Meskipun mereka memiliki pandangan yang berbeda, Aisha merasa aman di antara mereka. Dua pria ini, dengan cara yang berbeda, telah membantu Aisha menemukan kembali dirinya setelah berbagai pergolakan emosional yang dialaminya. Namun, sore itu, ketika Aisha membuka pesan dari seorang teman yang tinggal di Indonesia, sebuah bom menghancurkan ketenangan yang telah ia bangun dengan susah payah.
Penemuan Pengkhianatan
Pesan itu singkat tetapi menghancurkan. Temannya dari Indonesia, yang mengenal Eman dari komunitas Muslim di Oxford, mengirimkan pesan yang berbunyi: "Sha, kamu tahu Eman berbicara buruk tentangmu di grup WhatsApp komunitas? Dia bilang kamu terlalu liberal dan bahkan mempertanyakan komitmenmu pada agama. Hati-hati, Sha."
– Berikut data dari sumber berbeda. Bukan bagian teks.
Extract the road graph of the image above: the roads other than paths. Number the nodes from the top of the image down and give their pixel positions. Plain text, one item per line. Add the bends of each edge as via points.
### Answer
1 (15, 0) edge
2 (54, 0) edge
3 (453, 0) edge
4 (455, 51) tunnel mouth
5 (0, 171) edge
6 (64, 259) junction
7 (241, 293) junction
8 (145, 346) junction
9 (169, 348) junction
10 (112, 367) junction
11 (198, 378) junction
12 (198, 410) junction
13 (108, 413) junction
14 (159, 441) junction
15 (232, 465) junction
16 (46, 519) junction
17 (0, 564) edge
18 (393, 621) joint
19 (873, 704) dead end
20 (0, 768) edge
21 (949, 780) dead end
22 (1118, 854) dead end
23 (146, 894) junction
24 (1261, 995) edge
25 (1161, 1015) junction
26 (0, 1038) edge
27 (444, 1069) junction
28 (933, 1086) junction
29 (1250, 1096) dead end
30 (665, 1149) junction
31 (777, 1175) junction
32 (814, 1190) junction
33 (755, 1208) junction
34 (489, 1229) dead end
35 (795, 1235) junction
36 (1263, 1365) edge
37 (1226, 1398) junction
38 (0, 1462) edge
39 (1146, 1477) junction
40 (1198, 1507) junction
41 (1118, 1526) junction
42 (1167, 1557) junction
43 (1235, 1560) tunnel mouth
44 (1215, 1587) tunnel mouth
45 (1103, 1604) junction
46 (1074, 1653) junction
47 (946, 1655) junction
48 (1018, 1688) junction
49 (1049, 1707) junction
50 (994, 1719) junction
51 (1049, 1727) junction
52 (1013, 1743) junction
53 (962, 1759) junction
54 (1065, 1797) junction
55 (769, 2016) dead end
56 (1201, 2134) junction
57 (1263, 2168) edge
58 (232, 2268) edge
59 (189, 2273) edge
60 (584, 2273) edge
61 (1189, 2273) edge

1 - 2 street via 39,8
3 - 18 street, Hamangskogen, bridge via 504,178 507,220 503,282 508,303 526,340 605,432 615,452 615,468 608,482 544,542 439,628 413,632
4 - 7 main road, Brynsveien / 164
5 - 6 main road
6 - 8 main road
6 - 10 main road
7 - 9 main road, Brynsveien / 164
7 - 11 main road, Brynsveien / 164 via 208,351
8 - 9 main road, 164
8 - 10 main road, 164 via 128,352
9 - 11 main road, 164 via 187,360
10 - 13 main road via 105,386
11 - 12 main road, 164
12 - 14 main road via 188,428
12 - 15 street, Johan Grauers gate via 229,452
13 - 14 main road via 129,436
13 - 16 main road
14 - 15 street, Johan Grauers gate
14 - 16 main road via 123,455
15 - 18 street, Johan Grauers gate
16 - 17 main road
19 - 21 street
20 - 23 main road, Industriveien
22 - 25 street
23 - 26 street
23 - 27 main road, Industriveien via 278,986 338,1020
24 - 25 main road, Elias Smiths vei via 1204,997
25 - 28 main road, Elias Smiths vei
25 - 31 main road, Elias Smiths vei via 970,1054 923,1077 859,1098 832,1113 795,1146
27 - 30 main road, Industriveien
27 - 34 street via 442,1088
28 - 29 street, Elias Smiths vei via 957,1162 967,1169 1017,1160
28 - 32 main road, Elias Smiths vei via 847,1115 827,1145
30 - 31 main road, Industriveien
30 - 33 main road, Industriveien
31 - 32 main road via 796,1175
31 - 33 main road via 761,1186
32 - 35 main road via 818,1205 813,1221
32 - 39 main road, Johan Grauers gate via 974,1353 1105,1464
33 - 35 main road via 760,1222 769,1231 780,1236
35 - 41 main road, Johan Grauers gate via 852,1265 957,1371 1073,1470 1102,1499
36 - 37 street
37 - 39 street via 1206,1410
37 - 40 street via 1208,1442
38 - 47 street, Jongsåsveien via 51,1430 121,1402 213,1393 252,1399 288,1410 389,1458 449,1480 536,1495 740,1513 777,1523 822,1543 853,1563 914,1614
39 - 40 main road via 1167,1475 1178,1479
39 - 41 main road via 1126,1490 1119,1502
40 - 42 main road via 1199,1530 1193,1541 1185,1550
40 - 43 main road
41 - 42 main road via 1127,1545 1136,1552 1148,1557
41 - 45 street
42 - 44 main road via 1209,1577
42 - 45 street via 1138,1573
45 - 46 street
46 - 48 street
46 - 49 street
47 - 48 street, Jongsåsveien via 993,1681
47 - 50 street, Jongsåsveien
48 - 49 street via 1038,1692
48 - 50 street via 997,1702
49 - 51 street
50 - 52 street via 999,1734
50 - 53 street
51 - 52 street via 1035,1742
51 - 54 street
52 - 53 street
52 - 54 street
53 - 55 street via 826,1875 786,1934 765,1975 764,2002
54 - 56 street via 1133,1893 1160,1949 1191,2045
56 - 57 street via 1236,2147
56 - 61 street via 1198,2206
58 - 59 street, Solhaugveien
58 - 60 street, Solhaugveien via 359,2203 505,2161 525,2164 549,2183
Aisha terdiam. Pesan itu menusuknya lebih dalam dari yang dia bayangkan. Bagaimana mungkin Eman, orang yang selama ini dia percayai, mengatakan hal-hal buruk tentangnya di belakang? Aisha merasa dunianya berputar, tidak percaya bahwa seseorang yang dia anggap sahabat, bahkan mungkin lebih dari sekadar sahabat, bisa mengkhianatinya seperti ini.
Pikiran Aisha segera dipenuhi dengan pertanyaan dan kebingungan. Apakah Eman benar-benar mengatakan itu? Dan jika ya, mengapa? Apakah selama ini Eman hanya berpura-pura bersikap baik di depannya?
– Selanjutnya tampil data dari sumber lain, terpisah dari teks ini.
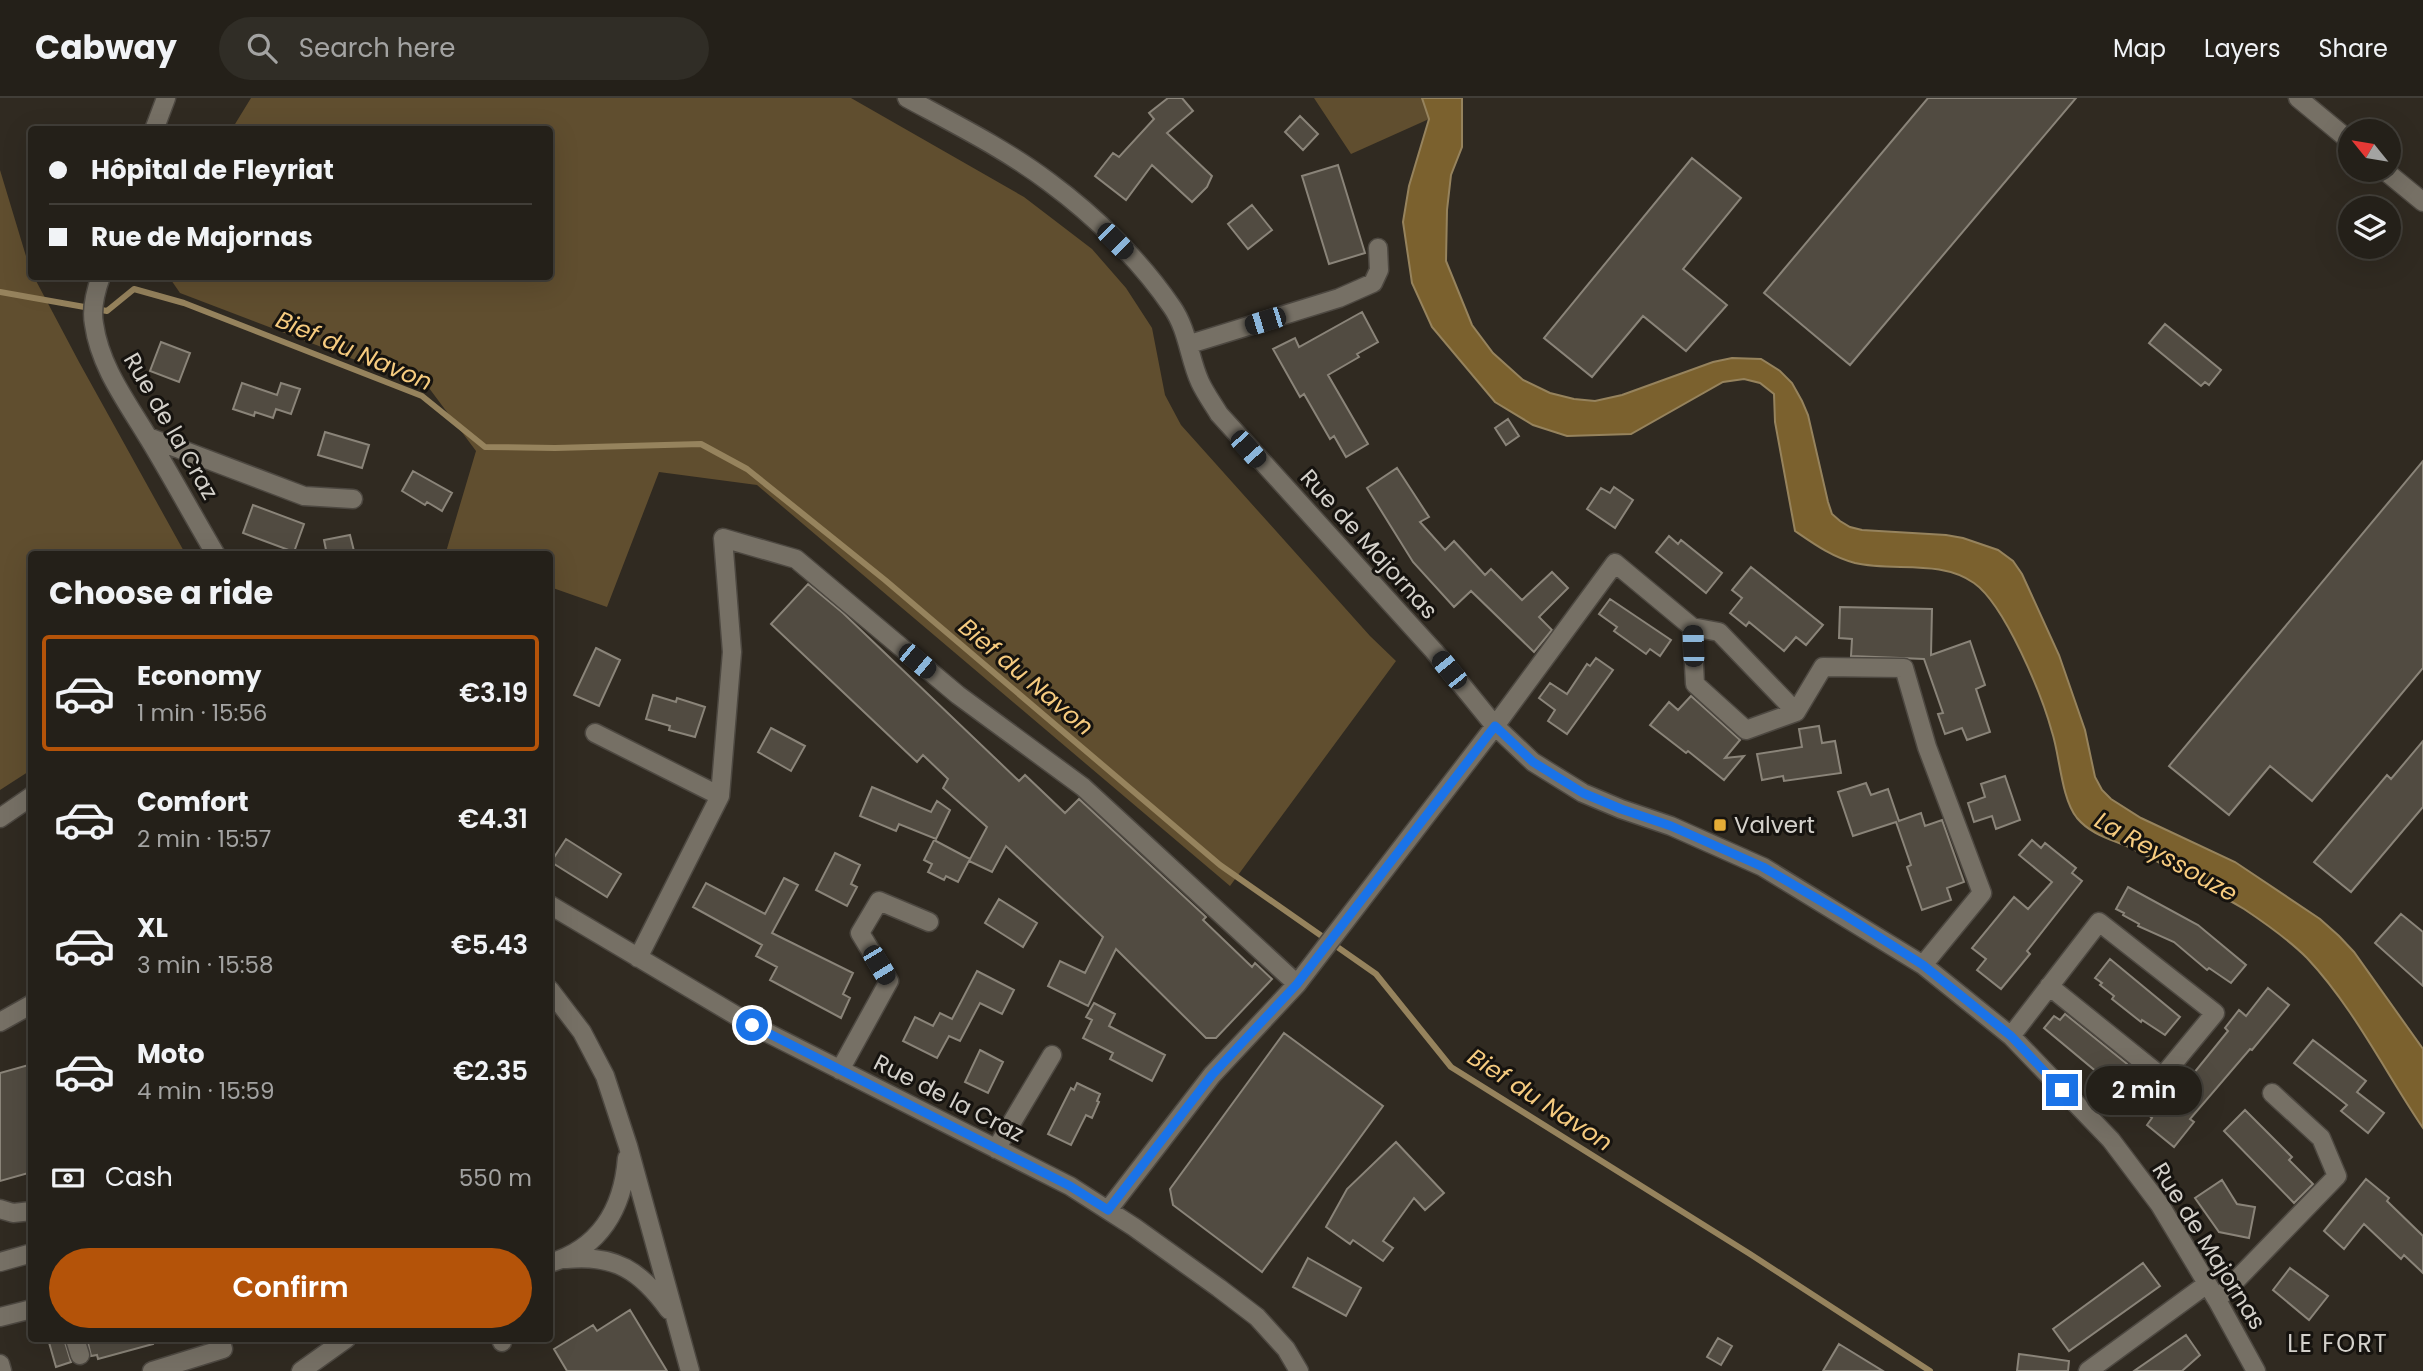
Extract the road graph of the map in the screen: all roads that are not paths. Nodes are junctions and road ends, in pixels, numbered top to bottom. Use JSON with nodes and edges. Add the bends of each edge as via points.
{"nodes":[{"id":1,"x":166,"y":98,"type":"edge"},
{"id":2,"x":907,"y":98,"type":"edge"},
{"id":3,"x":2298,"y":98,"type":"edge"},
{"id":4,"x":156,"y":126,"type":"edge"},
{"id":5,"x":2338,"y":131,"type":"edge"},
{"id":6,"x":2399,"y":182,"type":"edge"},
{"id":7,"x":2423,"y":202,"type":"edge"},
{"id":8,"x":1378,"y":248,"type":"dead end"},
{"id":9,"x":99,"y":283,"type":"edge"},
{"id":10,"x":1190,"y":344,"type":"junction"},
{"id":11,"x":148,"y":437,"type":"junction"},
{"id":12,"x":353,"y":499,"type":"dead end"},
{"id":13,"x":214,"y":551,"type":"edge"},
{"id":14,"x":1692,"y":627,"type":"junction"},
{"id":15,"x":1796,"y":712,"type":"junction"},
{"id":16,"x":1495,"y":726,"type":"junction"},
{"id":17,"x":595,"y":733,"type":"dead end"},
{"id":18,"x":720,"y":796,"type":"junction"},
{"id":19,"x":28,"y":799,"type":"edge"},
{"id":20,"x":0,"y":818,"type":"edge"},
{"id":21,"x":553,"y":907,"type":"edge"},
{"id":22,"x":929,"y":922,"type":"dead end"},
{"id":23,"x":638,"y":958,"type":"junction"},
{"id":24,"x":1923,"y":965,"type":"junction"},
{"id":25,"x":1297,"y":984,"type":"junction"},
{"id":26,"x":2049,"y":986,"type":"junction"},
{"id":27,"x":553,"y":994,"type":"edge"},
{"id":28,"x":28,"y":1006,"type":"edge"},
{"id":29,"x":0,"y":1022,"type":"edge"},
{"id":30,"x":2011,"y":1036,"type":"junction"},
{"id":31,"x":1052,"y":1055,"type":"dead end"},
{"id":32,"x":840,"y":1070,"type":"junction"},
{"id":33,"x":2272,"y":1093,"type":"dead end"},
{"id":34,"x":628,"y":1146,"type":"junction"},
{"id":35,"x":996,"y":1149,"type":"junction"},
{"id":36,"x":0,"y":1209,"type":"edge"},
{"id":37,"x":1108,"y":1210,"type":"junction"},
{"id":38,"x":28,"y":1211,"type":"edge"},
{"id":39,"x":28,"y":1254,"type":"edge"},
{"id":40,"x":556,"y":1261,"type":"edge"},
{"id":41,"x":0,"y":1262,"type":"edge"},
{"id":42,"x":2207,"y":1284,"type":"junction"},
{"id":43,"x":2217,"y":1300,"type":"junction"},
{"id":44,"x":28,"y":1310,"type":"edge"},
{"id":45,"x":0,"y":1317,"type":"edge"},
{"id":46,"x":676,"y":1320,"type":"junction"},
{"id":47,"x":221,"y":1342,"type":"edge"},
{"id":48,"x":341,"y":1342,"type":"edge"},
{"id":49,"x":0,"y":1364,"type":"edge"},
{"id":50,"x":2,"y":1371,"type":"edge"},
{"id":51,"x":152,"y":1371,"type":"edge"},
{"id":52,"x":302,"y":1371,"type":"edge"},
{"id":53,"x":690,"y":1371,"type":"edge"},
{"id":54,"x":1299,"y":1371,"type":"edge"},
{"id":55,"x":2088,"y":1371,"type":"edge"},
{"id":56,"x":2256,"y":1371,"type":"edge"}],
"edges":[{"from":1,"to":4,"type":"street"},
{"from":2,"to":10,"type":"street","name":"Rue de Majornas","via":[[1022,164],[1096,222],[1135,260],[1173,309]]},
{"from":3,"to":5,"type":"street"},
{"from":6,"to":7,"type":"street"},
{"from":8,"to":10,"type":"street","via":[[1379,270],[1373,283]]},
{"from":9,"to":11,"type":"street","name":"Rue de la Craz","via":[[93,321],[99,347],[111,379]]},
{"from":10,"to":16,"type":"street","name":"Rue de Majornas","via":[[1200,381],[1219,414],[1434,651]]},
{"from":11,"to":12,"type":"street","via":[[304,496]]},
{"from":11,"to":13,"type":"street","name":"Rue de la Craz"},
{"from":14,"to":15,"type":"street","via":[[1719,632]]},
{"from":14,"to":15,"type":"street","via":[[1695,684],[1746,730]]},
{"from":14,"to":16,"type":"street","via":[[1615,563]]},
{"from":15,"to":24,"type":"street","via":[[1823,667],[1904,668],[1927,747],[1982,893]]},
{"from":16,"to":24,"type":"street","name":"Rue de Majornas","via":[[1533,762],[1583,793],[1763,867]]},
{"from":16,"to":25,"type":"street"},
{"from":17,"to":18,"type":"street"},
{"from":18,"to":23,"type":"street"},
{"from":18,"to":25,"type":"street","via":[[732,652],[723,538],[796,558],[958,695],[1083,787]]},
{"from":19,"to":20,"type":"street"},
{"from":21,"to":23,"type":"street","name":"Rue de la Craz"},
{"from":22,"to":32,"type":"street","via":[[878,901],[860,933],[889,981]]},
{"from":23,"to":32,"type":"street","name":"Rue de la Craz"},
{"from":24,"to":30,"type":"street","name":"Rue de Majornas"},
{"from":25,"to":37,"type":"street","via":[[1212,1075]]},
{"from":26,"to":26,"type":"street","via":[[2099,922],[2215,1013],[2162,1077]]},
{"from":26,"to":30,"type":"street"},
{"from":27,"to":34,"type":"street","via":[[582,1032],[605,1076]]},
{"from":28,"to":29,"type":"street"},
{"from":30,"to":42,"type":"street","name":"Rue de Majornas","via":[[2110,1140],[2160,1206]]},
{"from":31,"to":35,"type":"street"},
{"from":32,"to":35,"type":"street","name":"Rue de la Craz"},
{"from":33,"to":43,"type":"street","via":[[2321,1138],[2337,1176]]},
{"from":34,"to":40,"type":"street","via":[[625,1184],[616,1208],[584,1246]]},
{"from":34,"to":46,"type":"street"},
{"from":35,"to":37,"type":"street","name":"Rue de la Craz"},
{"from":36,"to":38,"type":"street"},
{"from":37,"to":54,"type":"street","name":"Rue de la Craz","via":[[1257,1317]]},
{"from":39,"to":41,"type":"street"},
{"from":40,"to":46,"type":"street","via":[[589,1257],[632,1272],[652,1286]]},
{"from":42,"to":43,"type":"street","name":"Rue de Majornas"},
{"from":42,"to":55,"type":"street"},
{"from":43,"to":56,"type":"street","name":"Rue de Majornas"},
{"from":44,"to":45,"type":"street"},
{"from":46,"to":53,"type":"street"},
{"from":47,"to":51,"type":"street","via":[[223,1349]]},
{"from":48,"to":52,"type":"street"},
{"from":49,"to":50,"type":"street"}]}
Malam itu, Aisha tidak bisa tidur. Perasaan sakit hati, bingung, dan marah bergantian menyiksa pikirannya. Dia mencoba menghubungi temannya yang mengirimkan pesan, meminta lebih banyak informasi. Temannya mengirimkan tangkapan layar percakapan itu, dan saat Aisha melihat namanya disebut-sebut dalam diskusi itu, amarahnya memuncak.
Dalam percakapan itu, Eman berbicara tentang bagaimana Aisha tampaknya mulai menjauh dari nilai-nilai Islam yang diajarkan oleh komunitas mereka. Dia menyebut Aisha sebagai "orang yang tersesat," dan bahkan memperingatkan anggota komunitas lainnya agar berhati-hati dalam berhubungan dengan Aisha karena "pengaruh sekuler dan liberalnya."
Aisha merasa muak. Eman bukan hanya berbicara di belakangnya, tetapi juga mencoba mempengaruhi pandangan orang lain tentang dirinya. Di satu sisi, Eman mengajaknya mendiskusikan ajaran Islam dengan penuh kasih dan pengertian, tetapi di sisi lain, dia mengecamnya di depan orang lain. Pengkhianatan ini terlalu besar untuk diterima.